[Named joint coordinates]
::::::

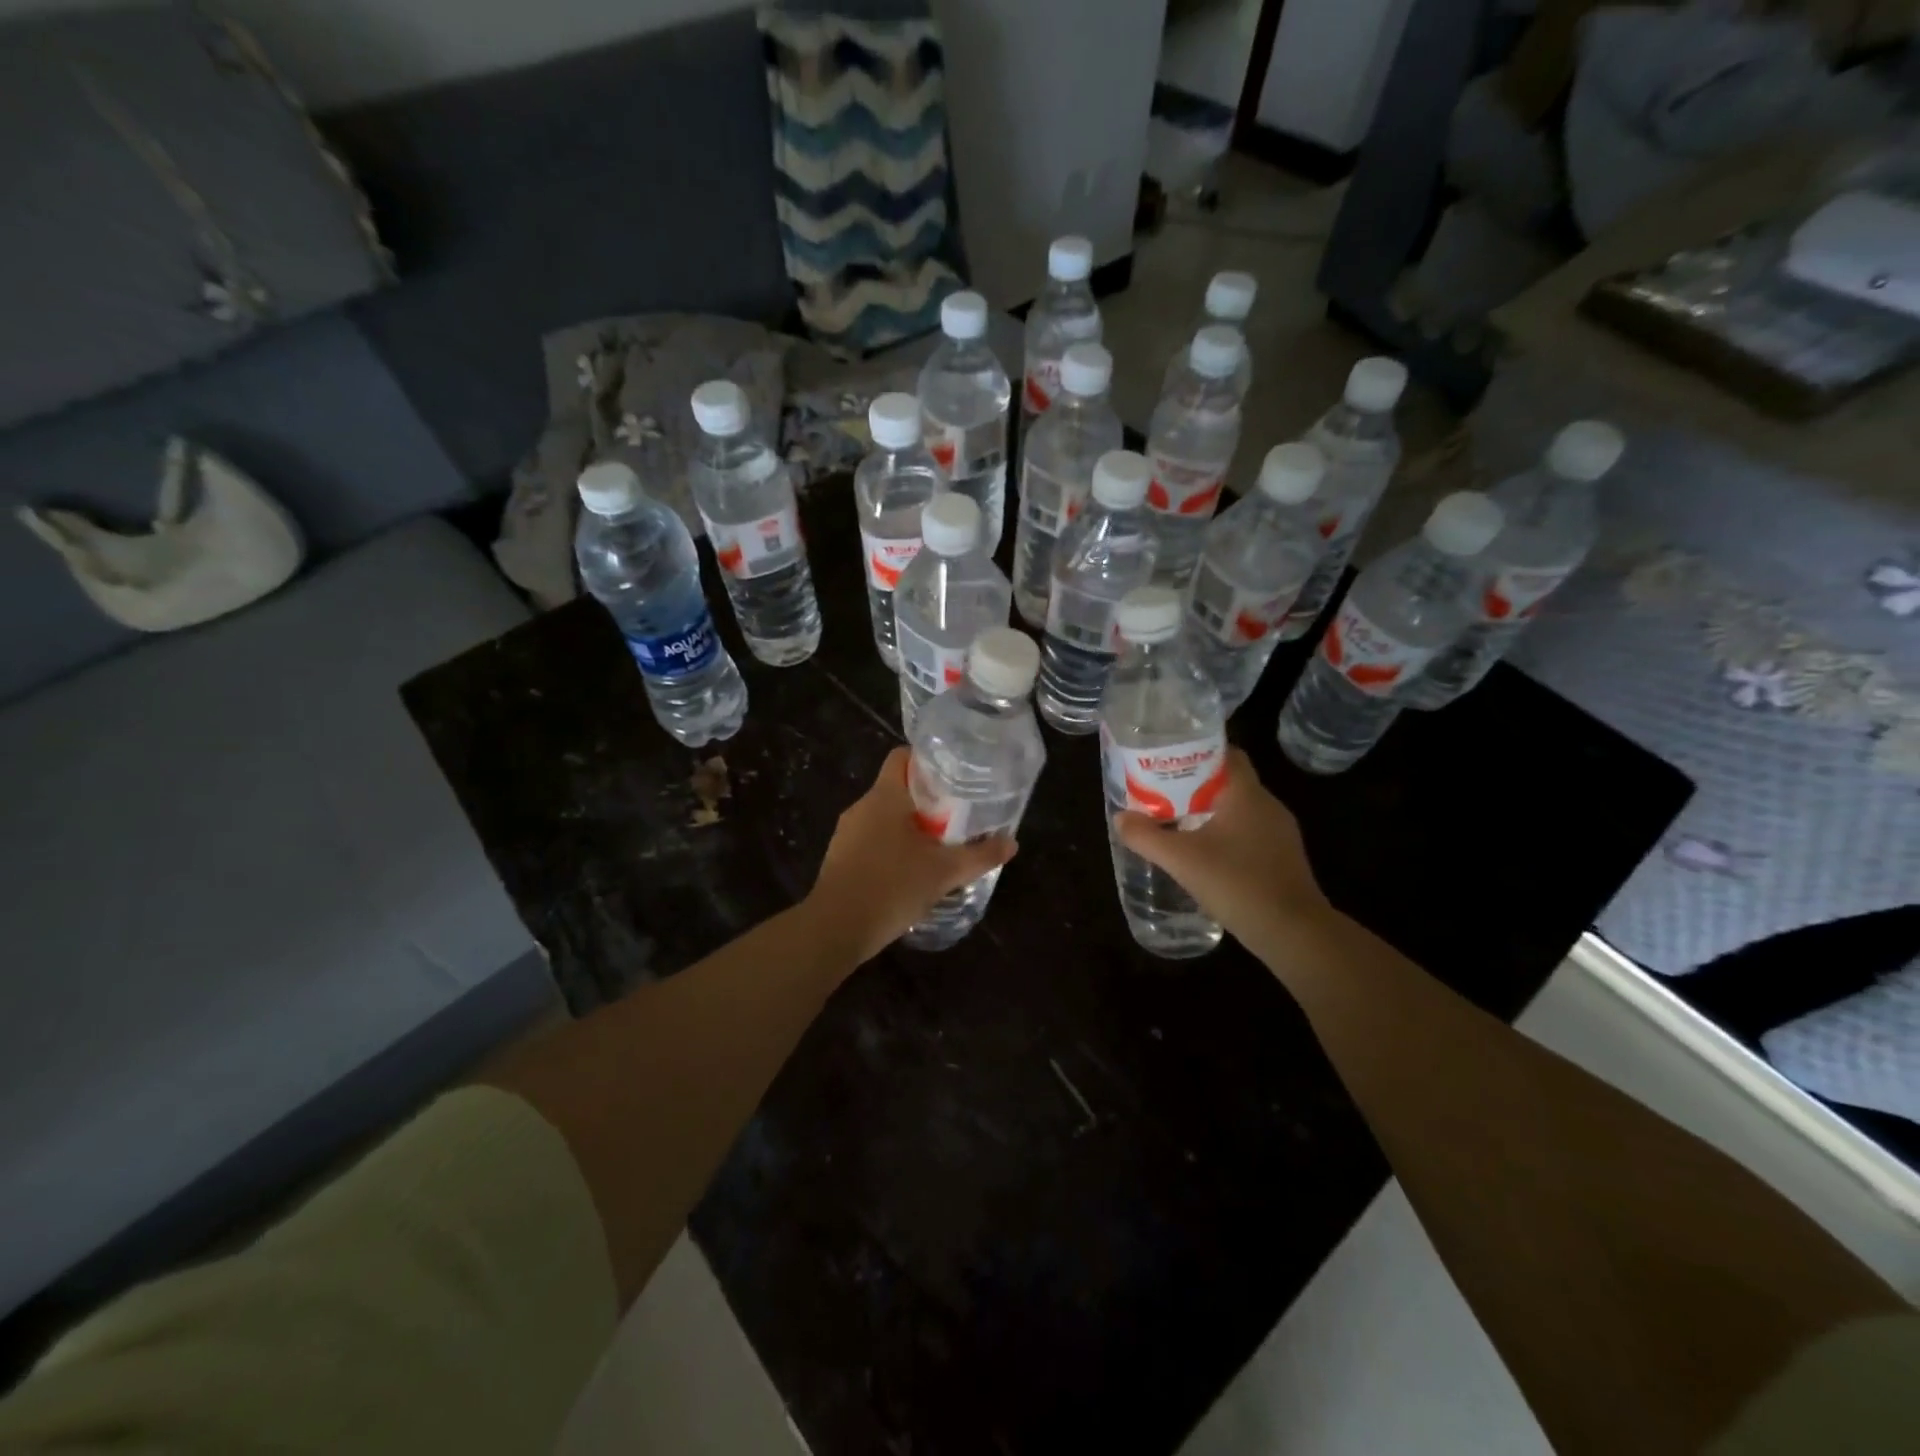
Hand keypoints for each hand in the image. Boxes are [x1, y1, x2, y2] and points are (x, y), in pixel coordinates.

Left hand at [805, 747, 1016, 963]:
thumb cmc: (892, 886)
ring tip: (939, 847)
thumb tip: (1012, 843)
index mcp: (885, 796)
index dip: (927, 762)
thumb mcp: (944, 872)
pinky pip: (871, 842)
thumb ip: (980, 855)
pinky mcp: (840, 859)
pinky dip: (892, 849)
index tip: (954, 778)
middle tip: (957, 817)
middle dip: (927, 801)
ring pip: (884, 818)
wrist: (836, 929)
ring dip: (910, 828)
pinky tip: (911, 873)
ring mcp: (846, 833)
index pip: (902, 757)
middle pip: (897, 789)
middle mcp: (862, 807)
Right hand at [1113, 748, 1330, 948]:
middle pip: (1229, 782)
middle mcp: (1268, 806)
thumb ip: (1146, 837)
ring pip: (1239, 810)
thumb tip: (1120, 818)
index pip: (1227, 754)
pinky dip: (1226, 835)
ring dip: (1210, 812)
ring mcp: (1280, 834)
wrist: (1293, 933)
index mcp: (1247, 795)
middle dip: (1196, 784)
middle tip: (1162, 792)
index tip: (1169, 760)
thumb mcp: (1181, 860)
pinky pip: (1249, 834)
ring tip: (1177, 821)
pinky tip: (1205, 854)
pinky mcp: (1283, 859)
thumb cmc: (1238, 883)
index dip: (1198, 752)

::::::

> _WHAT IS REQUIRED_: Your response should hold only an exact copy of the lines above, from the one containing "thumb tip: (1012, 843)" through the end of the entries.

> _TASK RESPONSE_:
thumb tip: (1012, 843)
index mcp: (885, 796)
index dip: (927, 762)
thumb mcp: (944, 872)
pinky pip: (871, 842)
thumb ip: (980, 855)
pinky mcp: (840, 859)
pinky dip: (892, 849)
index tip: (954, 778)
middle tip: (957, 817)
middle dip: (927, 801)
ring pip: (884, 818)
wrist: (836, 929)
ring dip: (910, 828)
pinky tip: (911, 873)
ring mcp: (846, 833)
index pip: (902, 757)
middle pip: (897, 789)
middle mcp: (862, 807)
Right hand at [1113, 748, 1330, 948]:
middle pip: (1229, 782)
middle mcp: (1268, 806)
thumb ip: (1146, 837)
ring pip: (1239, 810)
thumb tip: (1120, 818)
index pip: (1227, 754)
pinky dip: (1226, 835)
ring dip: (1210, 812)
ring mcp: (1280, 834)
wrist: (1293, 933)
index mcp: (1247, 795)
middle dip: (1196, 784)
middle tip: (1162, 792)
index tip: (1169, 760)
thumb mcp: (1181, 860)
pinky pip: (1249, 834)
ring tip: (1177, 821)
pinky tip: (1205, 854)
pinky mcp: (1283, 859)
thumb cmc: (1238, 883)
index dip: (1198, 752)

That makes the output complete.